My retail background started years ago when I was shopping at my favorite store and the manager came up to me one day and asked me if I would be interested in working there. I was a stay-at-home mom at the time and the idea of getting out of the house for hours at a time was the lifeline I needed. Eventually that store closed and I went to work for another store owned by the same company. While working there one afternoon there was a commotion and the manager and general manager went flying out the door. A few minutes later they breathlessly came back in and that’s when the rest of us found out that they had been chasing a shoplifter into the parking lot. “You should have seen Stephanie,” my coworker said. “She jumped on the hood of the car to stop them.”
Years later I was at a different store helping two women who said they were Christmas shopping. I was chatting with them as they looked at a table full of men’s sweaters. They were remarking on the price and I said, “In case you’re interested this table here has some great options and are 30% off.” One of the women looked at the other and said, “Can you believe this bitch? She thinks we can’t afford these,” and they both started laughing. I was so rattled, so stunned that I had totally misread and offended them that I told my coworker I was going off the floor for a few minutes. I went to find the manager to tell her what happened when I heard my coworker yelling. I ran back onto the floor and those two women had lifted an entire rack of leather coats off a display rod and ran out the door.
It has been awhile since I have worked a retail job. The last was in a shopping and restaurant district where shoplifting was an ongoing but hush-hush problem as to not disrupt the bougie vibes. On a Saturday afternoon a family came in and the two young daughters were wreaking havoc in our busy store. It was a beautiful spring day and I couldn’t understand why the dad didn’t take them into the courtyard just outside our doors. I was walking towards the back of the store when I saw the mom frantically stuffing clothes into a tote bag. On the headset I described her so the two employees working the front of the store could stop her. As she approached, the dad stood nearby and said to his daughters, “Why don’t you ask these nice ladies if you can smell the candle,” while the mom and her stolen clothes slipped out the door.
While that happened more times than we probably knew, the bigger problem with shoplifting over the years was how pervasive and organized it had become.
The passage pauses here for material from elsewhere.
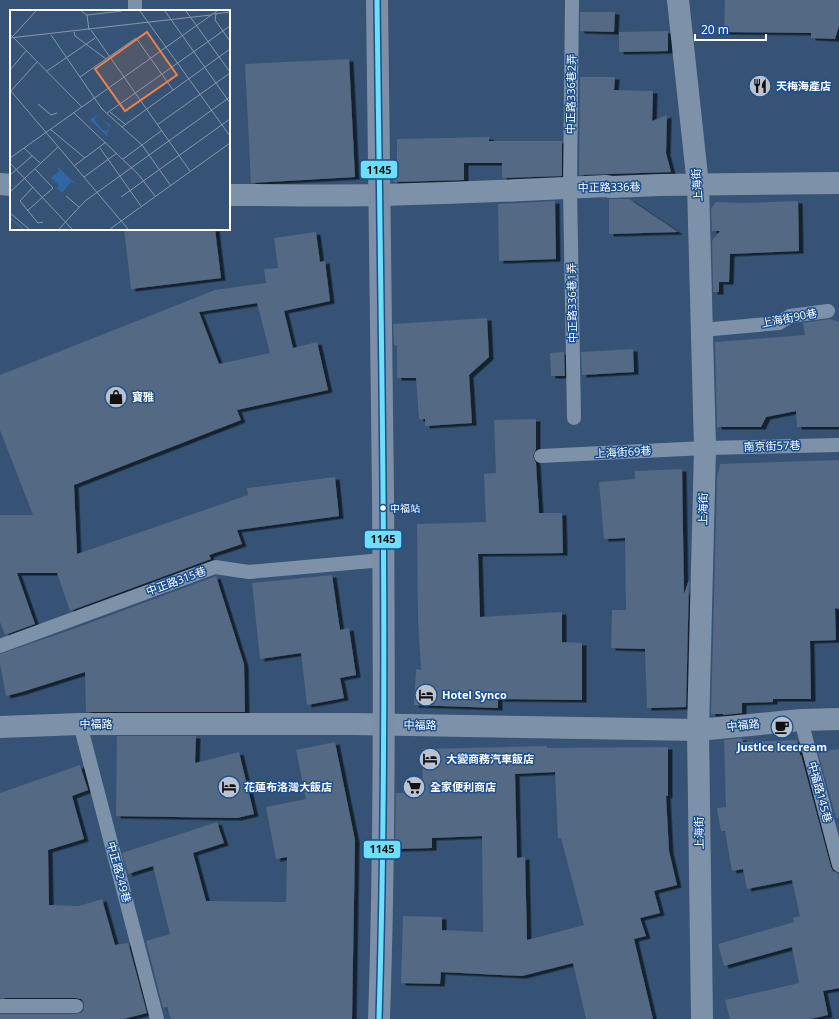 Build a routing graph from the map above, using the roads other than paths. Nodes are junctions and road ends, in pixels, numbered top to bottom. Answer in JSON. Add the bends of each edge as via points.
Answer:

We had a couple who came in regularly who were masters of distraction while outside a car would circle the block. They’d walk out the door with their arms full of stolen merchandise, the car would pull up in front of the store, they’d jump in and speed off, and the whole thing happened in minutes. Neither security or the police were interested in these crimes even though every store was dealing with it. As an employee those incidences shook you. During the course of a week you steamed, hung, folded, and moved those items dozens of times and there is ownership in that. But once a thief crosses the threshold of the doorway you could not confront or pursue them. “It’s a liability issue,” we were told over and over. You could only stand in disbelief at the blatant audacity while the manager would try to rally the troops and say, “We’ll figure out what they stole and write if off. Don’t let it get to you,” but if you were an honest person hustling clothes for a paycheck it got to you plenty.
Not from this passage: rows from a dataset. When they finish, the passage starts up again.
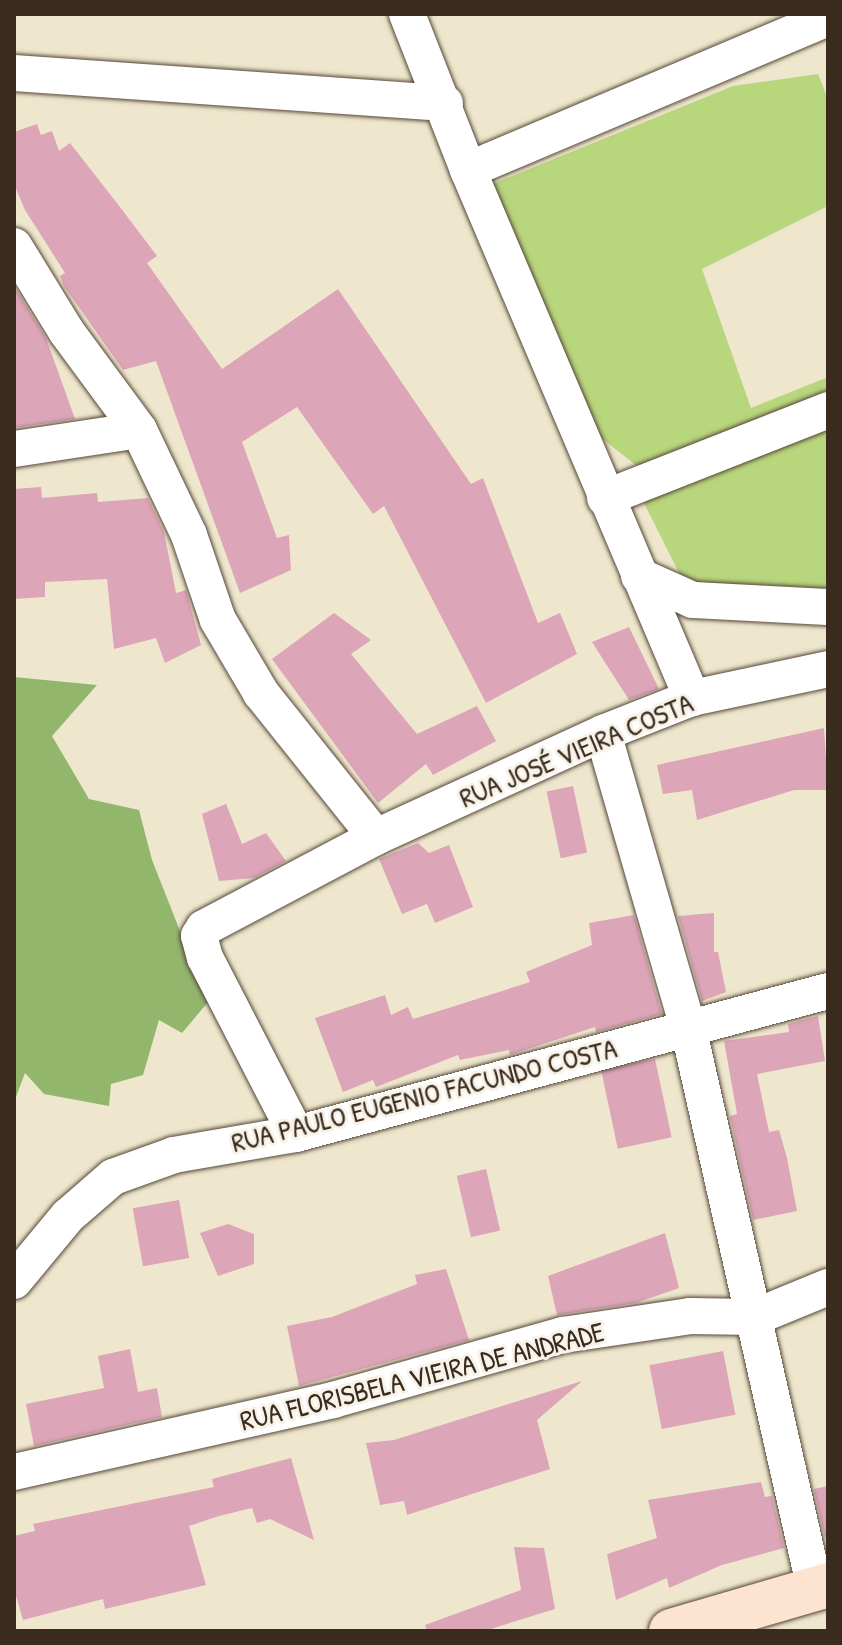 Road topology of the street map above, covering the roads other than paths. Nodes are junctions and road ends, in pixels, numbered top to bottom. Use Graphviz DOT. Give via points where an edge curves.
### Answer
graph roads {
  1 [pos="407,14"];
  2 [pos="825,21"];
  3 [pos="14,73"];
  4 [pos="445,103"];
  5 [pos="468,170"];
  6 [pos="14,246"];
  7 [pos="828,410"];
  8 [pos="139,430"];
  9 [pos="14,449"];
  10 [pos="605,498"];
  11 [pos="639,576"];
  12 [pos="828,607"];
  13 [pos="828,669"];
  14 [pos="692,698"];
  15 [pos="603,733"];
  16 [pos="376,837"];
  17 [pos="828,991"];
  18 [pos="688,1027"];
  19 [pos="296,1134"];
  20 [pos="14,1281"];
  21 [pos="828,1287"];
  22 [pos="755,1317"];
  23 [pos="14,1472"];
  24 [pos="822,1587"];
  25 [pos="731,1622"];
  26 [pos="671,1631"];
  1 -- 4 [label="street"];
  2 -- 5 [label="street"];
  3 -- 4 [label="street"];
  4 -- 5 [label="street"];
  5 -- 10 [label="street"];
  6 -- 8 [label="street" via="66,331"];
  7 -- 10 [label="street"];
  8 -- 9 [label="street"];
  8 -- 16 [label="street" via="189,535 218,620 261,693"];
  10 -- 11 [label="street"];
  11 -- 12 [label="street" via="693,600"];
  11 -- 14 [label="street"];
  13 -- 14 [label="street, RUA JOSÉ VIEIRA COSTA"];
  14 -- 15 [label="street, RUA JOSÉ VIEIRA COSTA"];
  15 -- 16 [label="street, RUA JOSÉ VIEIRA COSTA"];
  15 -- 18 [label="street"];
  16 -- 19 [label="street, RUA JOSÉ VIEIRA COSTA" via="224,916 199,936 240,1035"];
  17 -- 18 [label="street, RUA PAULO EUGENIO FACUNDO COSTA"];
  18 -- 19 [label="street, RUA PAULO EUGENIO FACUNDO COSTA"];
  18 -- 22 [label="street"];
  19 -- 20 [label="street, RUA PAULO EUGENIO FACUNDO COSTA" via="174,1155 113,1177 68,1216"];
  21 -- 22 [label="street, RUA FLORISBELA VIEIRA DE ANDRADE"];
  22 -- 23 [label="street, RUA FLORISBELA VIEIRA DE ANDRADE" via="690,1316 563,1335 333,1400"];
  22 -- 24 [label="street"];
  24 -- 25 [label="street"];
  25 -- 26 [label="street"];
} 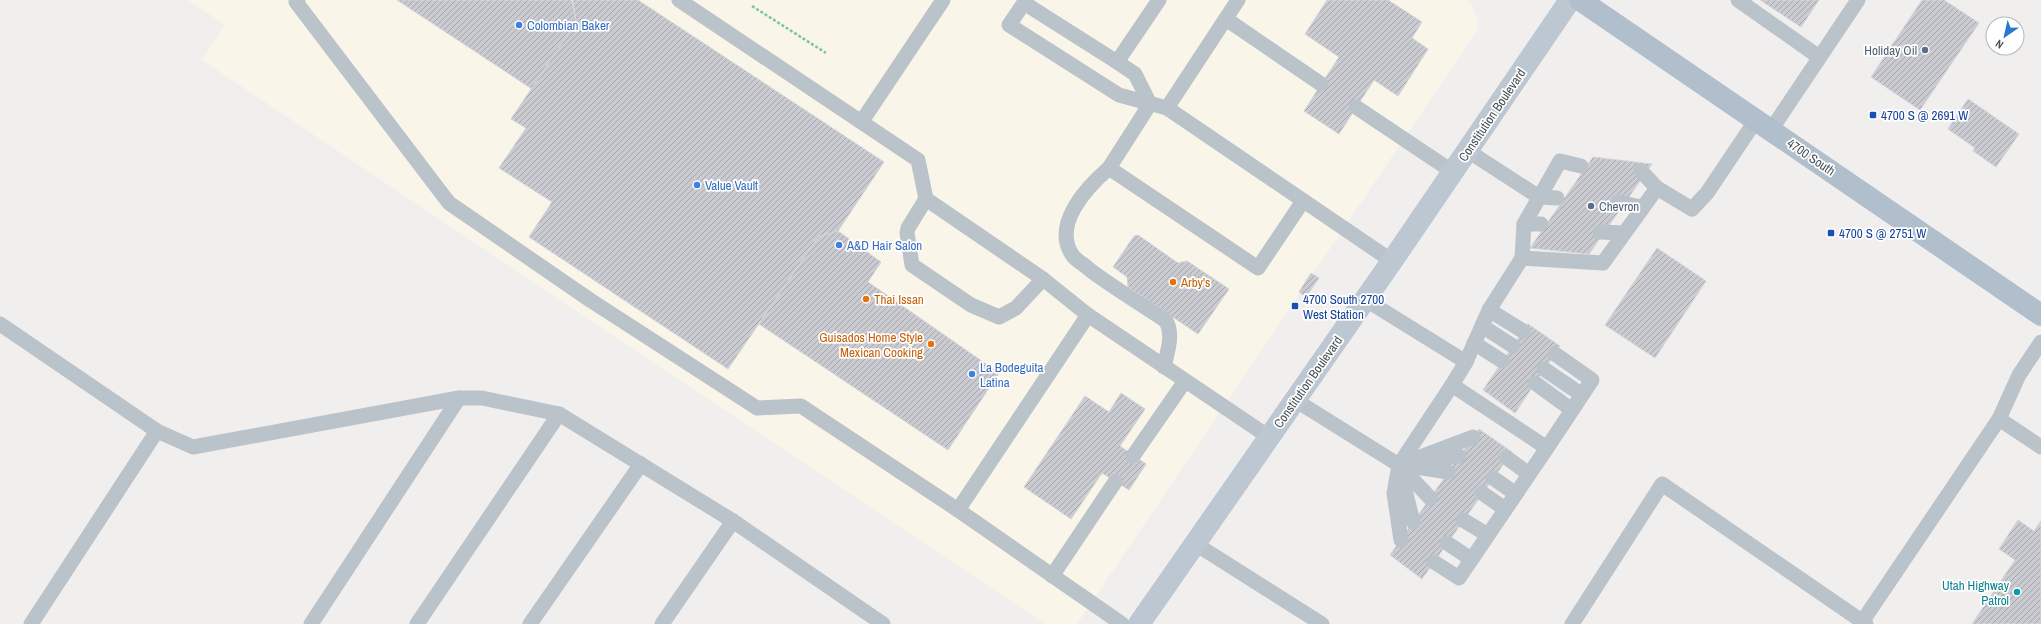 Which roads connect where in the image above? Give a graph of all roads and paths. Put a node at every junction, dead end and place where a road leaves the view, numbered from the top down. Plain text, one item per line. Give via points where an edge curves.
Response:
1 (298, 0) edge
2 (678, 0) edge
3 (943, 0) edge
4 (1159, 0) edge
5 (1238, 0) edge
6 (1570, 0) edge
7 (1580, 0) edge
8 (1738, 0) edge
9 (1858, 0) edge
10 (1025, 1) edge
11 (752, 6) dead end
12 (1226, 19) junction
13 (826, 53) dead end
14 (1820, 57) junction
15 (1117, 62) junction
16 (1321, 84) dead end
17 (1150, 104) junction
18 (1356, 107) dead end
19 (1167, 108) junction
20 (862, 121) junction
21 (1764, 125) junction
22 (1468, 151) junction
23 (1581, 166) dead end
24 (1109, 168) junction
25 (1453, 172) junction
26 (1641, 172) dead end
27 (1657, 188) junction
28 (1539, 196) junction
29 (1557, 198) dead end
30 (926, 199) junction
31 (1303, 201) junction
32 (1618, 202) dead end
33 (1642, 207) junction
34 (1524, 224) junction
35 (1541, 224) dead end
36 (1600, 232) dead end
37 (1624, 233) junction
38 (1522, 258) junction
39 (1392, 261) junction
40 (1043, 279) junction
41 (1366, 300) junction
42 (1489, 310) junction
43 (1088, 315) junction
44 (2041, 315) edge
45 (0, 324) edge
46 (1482, 326) junction
47 (1523, 331) dead end
48 (2041, 342) edge
49 (1474, 343) junction
50 (1513, 346) dead end
51 (1555, 354) dead end
52 (1502, 361) dead end
53 (1466, 362) junction
54 (1164, 366) junction
55 (1544, 369) dead end
56 (1185, 381) junction
57 (1535, 383) dead end
58 (1452, 385) junction
59 (1582, 395) junction
60 (459, 398) junction
61 (1295, 400) junction
62 (1572, 410) junction
63 (559, 414) junction
64 (1999, 419) junction
65 (157, 431) junction
66 (1473, 436) dead end
67 (1269, 437) junction
68 (1547, 448) junction
69 (2041, 448) edge
70 (1133, 456) dead end
71 (1460, 456) dead end
72 (1507, 458) dead end
73 (640, 464) junction
74 (1400, 465) junction
75 (1448, 472) dead end
76 (1529, 474) junction
77 (1493, 478) dead end
78 (1116, 482) dead end
79 (1482, 493) dead end
80 (1516, 494) junction
81 (1430, 498) dead end
82 (1505, 509) junction
83 (958, 510) junction
84 (1464, 520) dead end
85 (733, 521) junction
86 (1413, 522) dead end
87 (1488, 535) junction
88 (1401, 540) dead end
89 (1194, 543) junction
90 (1447, 544) dead end
91 (1471, 559) junction
92 (1434, 562) dead end
93 (1052, 576) junction
94 (1864, 623) edge
95 (32, 624) edge
96 (311, 624) edge
97 (418, 624) edge
98 (530, 624) edge
99 (662, 624) edge
100 (883, 624) edge
101 (1122, 624) edge
102 (1139, 624) edge
103 (1322, 624) edge
104 (1572, 624) edge

1 - 83 lane via 296,2 449,204 757,408 801,406
2 - 20 lane
3 - 20 lane
4 - 15 lane
5 - 12 lane
6 - 22 main road, Constitution Boulevard
7 - 21 main road, 4700 South
8 - 14 lane
9 - 14 lane
10 - 15 lane
10 - 17 lane via 1009,25 1119,95
11 - 13 path
12 - 16 lane
12 - 19 lane
14 - 21 lane
15 - 17 lane via 1135,74
17 - 19 lane
17 - 24 lane
18 - 25 lane
19 - 31 lane
20 - 30 lane via 918,160
21 - 27 lane via 1692,208
21 - 44 main road, 4700 South
22 - 25 main road, Constitution Boulevard
22 - 28 lane
23 - 28 lane via 1560,161
24 - 31 lane via 1258,268
24 - 54 lane via 1095,180 1073,211 1067,226 1067,242 1074,257 1166,321 1170,338
25 - 39 main road, Constitution Boulevard
26 - 27 lane
27 - 33 lane
28 - 29 lane
28 - 34 lane
30 - 40 lane
30 - 40 lane via 907,233 912,266 971,305 999,317 1016,308
31 - 39 lane
32 - 33 lane
33 - 37 lane
34 - 35 lane
34 - 38 lane
36 - 37 lane
37 - 38 lane via 1603,263
38 - 42 lane
39 - 41 main road, Constitution Boulevard
40 - 43 lane
41 - 53 lane
41 - 61 main road, Constitution Boulevard
42 - 46 lane
42 - 47 lane
43 - 54 lane
43 - 83 lane
45 - 65 lane
46 - 49 lane
46 - 50 lane
48 - 64 lane via 2019,375
49 - 52 lane
49 - 53 lane
51 - 59 lane via 1592,380
53 - 58 lane
54 - 56 lane
55 - 59 lane
56 - 67 lane
56 - 70 lane
57 - 62 lane
58 - 68 lane
58 - 74 lane
59 - 62 lane
60 - 63 lane via 482,398
60 - 65 lane via 193,447
60 - 96 lane
61 - 67 main road, Constitution Boulevard
61 - 74 lane
62 - 68 lane
63 - 73 lane
63 - 97 lane
64 - 69 lane
64 - 94 lane
65 - 95 lane
66 - 74 lane
67 - 89 main road, Constitution Boulevard
68 - 76 lane
71 - 74 lane
72 - 76 lane
73 - 85 lane
73 - 98 lane
74 - 75 lane
74 - 81 lane
74 - 86 lane
74 - 88 lane via 1394,493
76 - 80 lane
77 - 80 lane
78 - 93 lane
79 - 82 lane
80 - 82 lane
82 - 87 lane
83 - 93 lane
84 - 87 lane
85 - 99 lane
85 - 100 lane
87 - 91 lane
89 - 102 main road, Constitution Boulevard
89 - 103 lane
90 - 91 lane
91 - 92 lane via 1459,578
93 - 101 lane
94 - 104 lane via 1662,484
For eighteen months we have watched the most blatant of thefts happening in the highest office in our country. Absurd amounts of money changing hands in no-bid contracts, people stolen from their families and placed in detention centers with no charges, no trial, or no oversight to the conditions they live in, theft of fair elections, theft of services for kids in public schools, theft of food benefits for the poor, theft of money earmarked for science and clinical trials, theft of careers in public service, theft of decency and empathy, theft of an entire wing of the White House. And like what any practiced thief does, distraction is the method used to make sure that what’s really happening isn’t noticed until it’s been slipped into a very large tote bag.
At my favorite retail job in a small shop I worked at minutes from my house, one of my coworkers saw two teenage girls steal a dress. Against all protocol she followed them into the drugstore nearby and said, “Hand over the dress you stuffed into your backpack or I call the police.” They did and on the way out she said, “Don’t even think about coming into that store again. Do you understand,” and they nodded in stunned silence.
Since the threshold between right and wrong seems so murky lately, the first place we need to draw the line is in the People’s House, our house, where even the suggestion of we’ll just write it off is a crime against every one of us who looks at a paystub, looks at photos of a reflecting pool that resembles the above ground pool in a run-down house that has been on the market for a year, and has yet to witness any accountability for who is helping themselves to all that money as if were their own.
Then we need to make sure they never set foot in there again.